November 2003
Casino Winner Is Tax Loser
By Leonard J. Candela
The New York State Department of Taxation and Finance recently ruled [TSB-A-02(4)I, July 24, 2002] that a New York resident was not entitled to a resident tax credit for income taxes paid to New Jersey on gambling winnings from a New Jersey casino.
Facts of the Ruling
The taxpayer, a New York resident, won a slot machine jackpot of an undisclosed amount at the Trump Taj Majal Casino in Atlantic City, N.J. The taxpayer, pursuant to N.J. tax law, filed a New Jersey Non-Resident Gross Income Tax Return and paid tax on the winnings. The taxpayer then petitioned New York for an opinion as to whether he could claim a resident tax credit, under N.Y. Tax Law section 620, for income taxes paid to New Jersey.
There was no question that the winnings were taxable in New Jersey. The N.J. Tax Law section 54A:5-(a)(5) provides that income from N.J. sources for nonresidents includes income attributable to wagering transactions other than the N.J. Lottery. Technical Bulletin TB-20, Gambling Winnings of Nonresidents, provides that N.J.–source income of nonresidents from wagering transactions includes winnings from slot machines.
N.Y. Tax Law section 620 allows residents a tax credit for taxes paid to another state. Section 620(a) provides that “A resident shall be allowed a credit against the tax otherwise due under this article for any income tax imposed for the taxable year by another state of the United States … both derived therefrom and subject to tax under this article” (emphasis added).
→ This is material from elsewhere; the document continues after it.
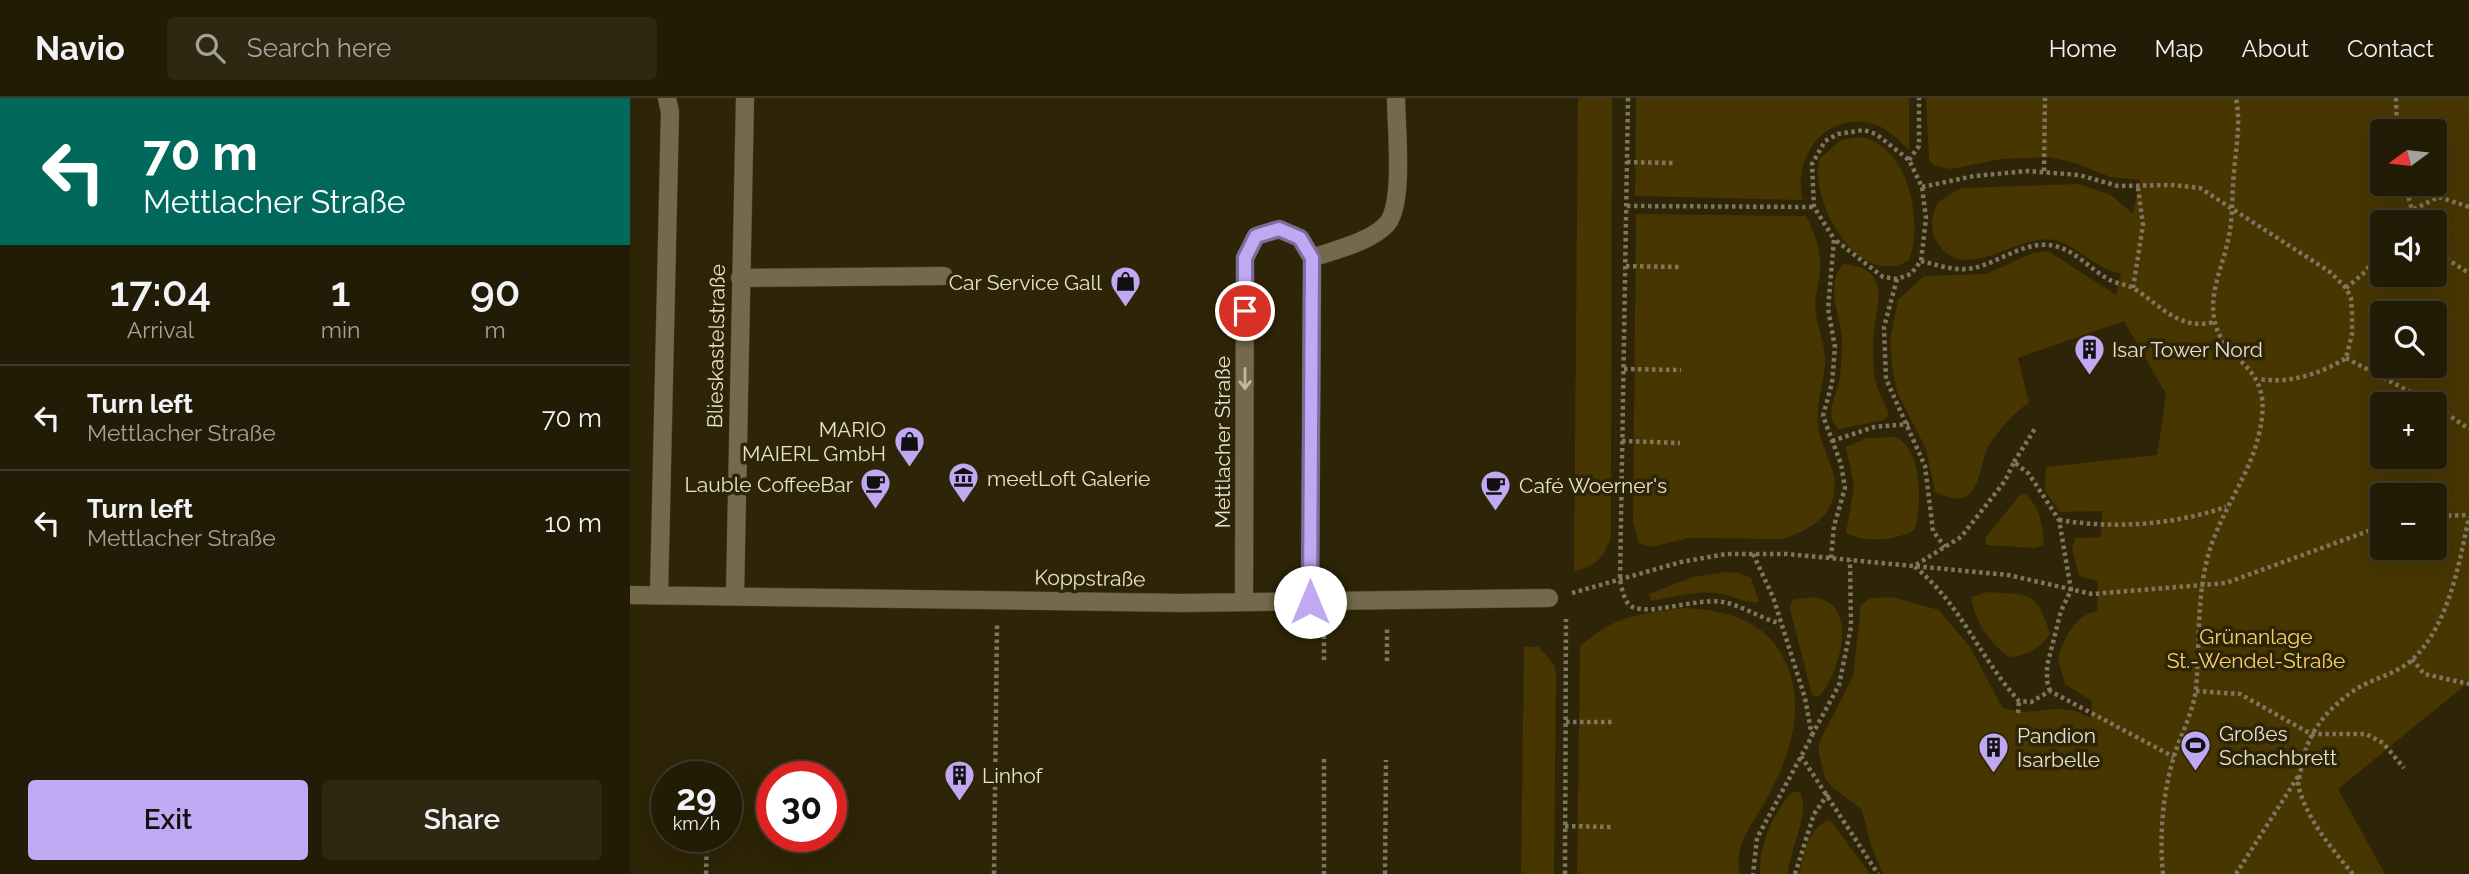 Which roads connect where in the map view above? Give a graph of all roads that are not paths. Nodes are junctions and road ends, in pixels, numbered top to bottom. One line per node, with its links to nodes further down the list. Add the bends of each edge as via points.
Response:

Section 620(a) would appear to allow the taxpayer a resident credit for N.J. taxes on the facts stated. In ruling against the taxpayer, however, New York relied on Regulation section 120.4(d), which provides that “Income derived from sources within” another state is construed so as to accord with the definition of the term “derived from or connected with NYS sources” in relation to the adjusted gross income of a nonresident individual. The New York sources of income and deductions are detailed in N.Y. Tax Law Section 631(b) and include items attributable to—
Accordingly, New York determined that the gambling winnings were not “derived from sources within another state” since they were not in accord with the definition “derived from or connected with NYS sources,” as required by New York Regulations.
Unreasonable Interpretation
This opinion violates both the spirit and the letter of the law. The same income is taxed by both states. By not allowing the resident state credit, New York is effectively subjecting the same income to tax in both states. Isn’t the purpose (at least in part) of the resident credit to limit or reduce the duplication of state taxes on income? Nowhere does section 620(a) provide the limitation in the regulations that the credit is limited to taxes paid on income that meets the N.Y. definition of income taxable to nonresidents. New York does not allow casino gambling, so nonresidents could not “derive” slot machine winnings “from NYS sources.”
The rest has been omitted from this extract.